Ein historischer Frühstart, der wirtschaftlich allerdings erst auf den zweiten Blick Sinn macht. Planaichef Ernst Trummer: "In der Regel ist die Vorsaison betriebswirtschaftlich nicht ertragreich." Warum auf den Schibergen ob dieser Feststellung trotzdem so früh wie nur möglich in den Winter gestartet wird, ist schnell erklärt. Das mediale Echo auf einen möglichst frühen Saisonstart ist enorm - und zwar weit über die Grenzen Österreichs hinaus. Das wiederum sorgt für unbezahlte und unbezahlbare Werbung für die Schiberge und die gesamte Region. Ein weiterer positiver Aspekt: Medienberichte über einen frühen Saisonbeginn auf den Pisten wirken sich unmittelbar im Sportfachhandel und im Tourismus aus.
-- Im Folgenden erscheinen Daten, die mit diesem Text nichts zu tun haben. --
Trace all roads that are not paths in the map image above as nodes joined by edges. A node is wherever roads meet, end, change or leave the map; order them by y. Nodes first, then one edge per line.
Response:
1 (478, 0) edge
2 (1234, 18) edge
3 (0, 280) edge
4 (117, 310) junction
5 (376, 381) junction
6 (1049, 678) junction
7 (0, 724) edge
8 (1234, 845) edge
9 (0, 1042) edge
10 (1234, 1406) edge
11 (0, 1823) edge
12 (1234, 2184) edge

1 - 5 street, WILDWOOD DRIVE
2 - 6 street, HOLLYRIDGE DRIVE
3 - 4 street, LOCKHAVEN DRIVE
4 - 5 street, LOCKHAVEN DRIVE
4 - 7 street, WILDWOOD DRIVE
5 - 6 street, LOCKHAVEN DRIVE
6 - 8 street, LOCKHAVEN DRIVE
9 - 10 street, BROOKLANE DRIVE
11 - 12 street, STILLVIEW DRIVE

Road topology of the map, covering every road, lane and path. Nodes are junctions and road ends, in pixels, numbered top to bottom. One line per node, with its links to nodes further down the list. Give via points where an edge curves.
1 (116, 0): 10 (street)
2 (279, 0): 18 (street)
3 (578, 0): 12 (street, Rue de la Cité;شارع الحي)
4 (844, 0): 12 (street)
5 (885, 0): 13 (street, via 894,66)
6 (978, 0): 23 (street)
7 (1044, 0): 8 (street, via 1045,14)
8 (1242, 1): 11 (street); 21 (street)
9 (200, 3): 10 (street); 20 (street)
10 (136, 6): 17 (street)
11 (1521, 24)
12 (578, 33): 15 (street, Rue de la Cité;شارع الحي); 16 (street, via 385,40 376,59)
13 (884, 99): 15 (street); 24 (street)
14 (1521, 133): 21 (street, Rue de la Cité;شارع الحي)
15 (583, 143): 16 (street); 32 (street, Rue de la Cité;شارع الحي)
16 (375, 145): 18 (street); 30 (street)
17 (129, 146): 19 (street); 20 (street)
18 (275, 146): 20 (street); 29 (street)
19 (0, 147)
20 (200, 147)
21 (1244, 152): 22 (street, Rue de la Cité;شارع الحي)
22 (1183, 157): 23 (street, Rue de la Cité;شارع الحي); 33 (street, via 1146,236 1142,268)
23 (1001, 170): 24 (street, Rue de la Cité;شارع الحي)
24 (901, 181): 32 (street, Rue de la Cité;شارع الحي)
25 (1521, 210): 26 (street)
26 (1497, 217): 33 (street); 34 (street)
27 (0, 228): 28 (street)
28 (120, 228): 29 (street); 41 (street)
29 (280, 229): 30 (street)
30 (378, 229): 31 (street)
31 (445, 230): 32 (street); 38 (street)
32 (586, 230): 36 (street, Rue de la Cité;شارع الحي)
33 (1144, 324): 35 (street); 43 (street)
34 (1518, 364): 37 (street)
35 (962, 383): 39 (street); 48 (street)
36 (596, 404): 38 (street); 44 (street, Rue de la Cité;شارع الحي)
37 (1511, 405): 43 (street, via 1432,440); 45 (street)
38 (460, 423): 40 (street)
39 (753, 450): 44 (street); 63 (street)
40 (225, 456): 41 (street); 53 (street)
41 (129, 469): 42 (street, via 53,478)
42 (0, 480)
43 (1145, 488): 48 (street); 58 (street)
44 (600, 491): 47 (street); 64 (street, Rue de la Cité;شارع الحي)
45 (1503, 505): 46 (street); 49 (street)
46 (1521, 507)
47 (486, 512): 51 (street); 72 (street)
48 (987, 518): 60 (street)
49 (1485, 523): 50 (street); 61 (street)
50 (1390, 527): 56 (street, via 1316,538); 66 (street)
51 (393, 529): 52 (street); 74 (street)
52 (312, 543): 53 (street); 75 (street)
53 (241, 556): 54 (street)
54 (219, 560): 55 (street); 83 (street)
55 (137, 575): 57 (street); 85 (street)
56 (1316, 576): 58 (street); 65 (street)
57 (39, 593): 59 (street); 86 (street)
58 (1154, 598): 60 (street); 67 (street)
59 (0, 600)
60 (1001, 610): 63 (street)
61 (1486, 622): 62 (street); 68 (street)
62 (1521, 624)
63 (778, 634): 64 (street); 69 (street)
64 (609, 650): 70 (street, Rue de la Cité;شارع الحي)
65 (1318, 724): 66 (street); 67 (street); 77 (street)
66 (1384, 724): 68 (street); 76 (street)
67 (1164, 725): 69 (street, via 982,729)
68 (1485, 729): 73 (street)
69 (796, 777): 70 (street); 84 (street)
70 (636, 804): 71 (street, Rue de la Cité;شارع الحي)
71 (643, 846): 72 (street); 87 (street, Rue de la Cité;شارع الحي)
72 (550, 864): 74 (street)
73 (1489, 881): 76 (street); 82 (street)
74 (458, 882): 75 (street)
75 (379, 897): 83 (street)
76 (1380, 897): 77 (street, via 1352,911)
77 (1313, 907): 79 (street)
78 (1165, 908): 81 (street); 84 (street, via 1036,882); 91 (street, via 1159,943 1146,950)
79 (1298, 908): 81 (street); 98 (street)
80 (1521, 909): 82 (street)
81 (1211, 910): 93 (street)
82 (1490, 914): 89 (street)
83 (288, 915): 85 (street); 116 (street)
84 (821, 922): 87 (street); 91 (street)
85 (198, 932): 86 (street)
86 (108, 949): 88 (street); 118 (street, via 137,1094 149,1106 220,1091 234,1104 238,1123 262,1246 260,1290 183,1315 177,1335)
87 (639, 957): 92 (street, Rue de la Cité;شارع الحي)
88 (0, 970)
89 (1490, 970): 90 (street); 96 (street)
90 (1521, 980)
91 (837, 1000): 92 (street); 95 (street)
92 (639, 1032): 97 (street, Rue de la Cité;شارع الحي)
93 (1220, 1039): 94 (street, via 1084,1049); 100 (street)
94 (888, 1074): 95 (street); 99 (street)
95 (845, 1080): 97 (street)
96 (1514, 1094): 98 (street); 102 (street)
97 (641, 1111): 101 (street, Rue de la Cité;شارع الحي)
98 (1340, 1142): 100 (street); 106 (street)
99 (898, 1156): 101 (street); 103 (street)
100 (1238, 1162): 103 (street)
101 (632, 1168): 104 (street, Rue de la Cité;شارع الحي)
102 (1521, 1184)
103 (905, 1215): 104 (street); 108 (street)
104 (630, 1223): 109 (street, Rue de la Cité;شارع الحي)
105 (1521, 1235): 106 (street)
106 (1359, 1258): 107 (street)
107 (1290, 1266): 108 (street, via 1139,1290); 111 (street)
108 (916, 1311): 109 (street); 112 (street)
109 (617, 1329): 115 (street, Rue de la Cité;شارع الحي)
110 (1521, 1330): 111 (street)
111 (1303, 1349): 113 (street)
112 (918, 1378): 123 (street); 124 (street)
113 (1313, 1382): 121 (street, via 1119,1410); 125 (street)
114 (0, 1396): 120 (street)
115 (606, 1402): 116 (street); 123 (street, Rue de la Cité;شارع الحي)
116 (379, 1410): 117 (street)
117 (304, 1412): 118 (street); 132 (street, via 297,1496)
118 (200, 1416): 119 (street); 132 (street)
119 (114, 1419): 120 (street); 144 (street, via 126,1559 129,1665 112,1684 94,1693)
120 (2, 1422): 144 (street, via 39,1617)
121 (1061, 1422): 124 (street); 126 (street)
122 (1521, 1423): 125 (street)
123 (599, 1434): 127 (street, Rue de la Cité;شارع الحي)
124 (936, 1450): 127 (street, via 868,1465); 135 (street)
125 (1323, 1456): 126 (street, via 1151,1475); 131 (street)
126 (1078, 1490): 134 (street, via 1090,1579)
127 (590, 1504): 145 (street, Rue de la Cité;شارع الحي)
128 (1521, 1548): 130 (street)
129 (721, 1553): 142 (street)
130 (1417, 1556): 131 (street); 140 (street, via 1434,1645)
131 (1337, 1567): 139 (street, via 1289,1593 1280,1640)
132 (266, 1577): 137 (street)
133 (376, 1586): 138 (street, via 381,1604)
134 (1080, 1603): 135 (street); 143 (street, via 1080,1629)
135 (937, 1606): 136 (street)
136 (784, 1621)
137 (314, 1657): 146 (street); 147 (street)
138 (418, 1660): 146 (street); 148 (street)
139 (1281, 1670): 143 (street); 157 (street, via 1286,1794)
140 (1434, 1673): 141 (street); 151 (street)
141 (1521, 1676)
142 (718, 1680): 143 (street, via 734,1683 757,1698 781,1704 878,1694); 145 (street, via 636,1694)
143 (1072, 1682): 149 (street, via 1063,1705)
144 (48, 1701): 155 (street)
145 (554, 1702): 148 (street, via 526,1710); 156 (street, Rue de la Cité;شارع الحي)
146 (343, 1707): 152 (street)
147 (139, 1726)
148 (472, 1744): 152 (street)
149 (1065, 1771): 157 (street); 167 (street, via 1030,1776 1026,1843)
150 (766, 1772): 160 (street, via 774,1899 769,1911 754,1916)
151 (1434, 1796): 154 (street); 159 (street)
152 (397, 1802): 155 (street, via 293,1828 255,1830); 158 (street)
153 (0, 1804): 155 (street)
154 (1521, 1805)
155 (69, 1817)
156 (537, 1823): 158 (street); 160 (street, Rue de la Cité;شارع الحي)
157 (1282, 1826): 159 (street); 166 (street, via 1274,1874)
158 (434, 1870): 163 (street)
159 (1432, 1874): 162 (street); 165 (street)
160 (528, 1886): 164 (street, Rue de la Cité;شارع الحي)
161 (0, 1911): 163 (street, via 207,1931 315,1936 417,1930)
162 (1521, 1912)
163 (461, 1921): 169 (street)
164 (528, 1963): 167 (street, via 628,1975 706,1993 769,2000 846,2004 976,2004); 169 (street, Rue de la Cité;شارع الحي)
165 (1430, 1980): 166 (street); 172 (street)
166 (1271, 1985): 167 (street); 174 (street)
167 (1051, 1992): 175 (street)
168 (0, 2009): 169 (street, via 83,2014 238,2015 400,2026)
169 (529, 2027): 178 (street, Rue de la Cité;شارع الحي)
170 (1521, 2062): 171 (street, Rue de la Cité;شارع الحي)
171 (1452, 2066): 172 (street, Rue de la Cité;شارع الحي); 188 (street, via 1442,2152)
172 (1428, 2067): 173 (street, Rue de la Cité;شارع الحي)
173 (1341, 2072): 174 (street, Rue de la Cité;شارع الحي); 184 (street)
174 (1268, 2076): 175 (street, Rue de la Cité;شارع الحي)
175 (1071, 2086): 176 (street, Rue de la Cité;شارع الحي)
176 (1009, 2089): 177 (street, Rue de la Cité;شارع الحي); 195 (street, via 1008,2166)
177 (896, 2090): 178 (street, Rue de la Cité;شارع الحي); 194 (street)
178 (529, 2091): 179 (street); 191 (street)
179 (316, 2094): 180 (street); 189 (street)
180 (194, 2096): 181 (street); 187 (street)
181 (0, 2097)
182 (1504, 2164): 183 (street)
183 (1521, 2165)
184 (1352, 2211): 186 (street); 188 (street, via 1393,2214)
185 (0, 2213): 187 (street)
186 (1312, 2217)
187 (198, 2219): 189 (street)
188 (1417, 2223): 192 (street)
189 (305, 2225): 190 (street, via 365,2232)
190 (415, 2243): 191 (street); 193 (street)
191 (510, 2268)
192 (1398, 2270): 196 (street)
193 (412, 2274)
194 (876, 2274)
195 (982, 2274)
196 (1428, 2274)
Wann es heuer mit dem Start ins Wedelvergnügen klappen könnte, wagen derzeit nicht einmal die Experten vorher zu sagen. Ernst Trummer: "Derzeit gehen die Wetterprognosen ein bisserl auseinander. Die einen gehen von einem Kälteeinbruch an diesem Wochenende aus, die anderen rechnen mit dem richtigen Temperatursturz erst in der kommenden Woche." Wie auch immer, die Schneemacher auf der Planai stehen auf jeden Fall Gewehr (oder besser gesagt Kanone) bei Fuß um bei einem etwaigen Wintereinbruch schnell reagieren zu können.

Dabei macht Ernst Trummer gar kein Hehl daraus, dass ihm ein allzu früher Start in den Winter heuer nicht unbedingt ins Konzept passen würde: "Wir haben noch mehrere große Baustellen am Berg offen, da wäre es natürlich gut, wenn sich das Wetter noch ein bisserl halten würde." Dabei sei aber auch klar, dass natürlich die Schneekanonen angeworfen werden, sobald die Temperaturen passen. "Wir haben uns über Jahre das Image aufgebaut, dass wir über höchste Schneekompetenz verfügen, da ist es ganz klar, dass wir auch heuer wieder bei den Ersten dabei sein werden", versichert Trummer.

Sogar schon geschneit hat man in diesem Herbst auf der Reiteralm, wenn auch nur zu Testzwecken. Wolfgang Habersatter: "Meine Leute sind auf jeden Fall voll vorbereitet. Einmal haben wir die Anlage schon angeworfen, um zu schauen, ob alles funktioniert." Dort ist man es zwar gewohnt, besonders früh in den Winter zu starten, trotzdem ist der Druck auch heuer nicht gerade klein.

Am neunten, zehnten und elften November sollen auf der Reiteralm Europacup-Rennen gefahren werden. Und nicht zuletzt, weil wohl auch heuer dort die gesamte Weltcup-Elite zu Trainingszwecken am Start sein wird, will man sich am westlichsten Schiberg der Region klarerweise perfekt präsentieren.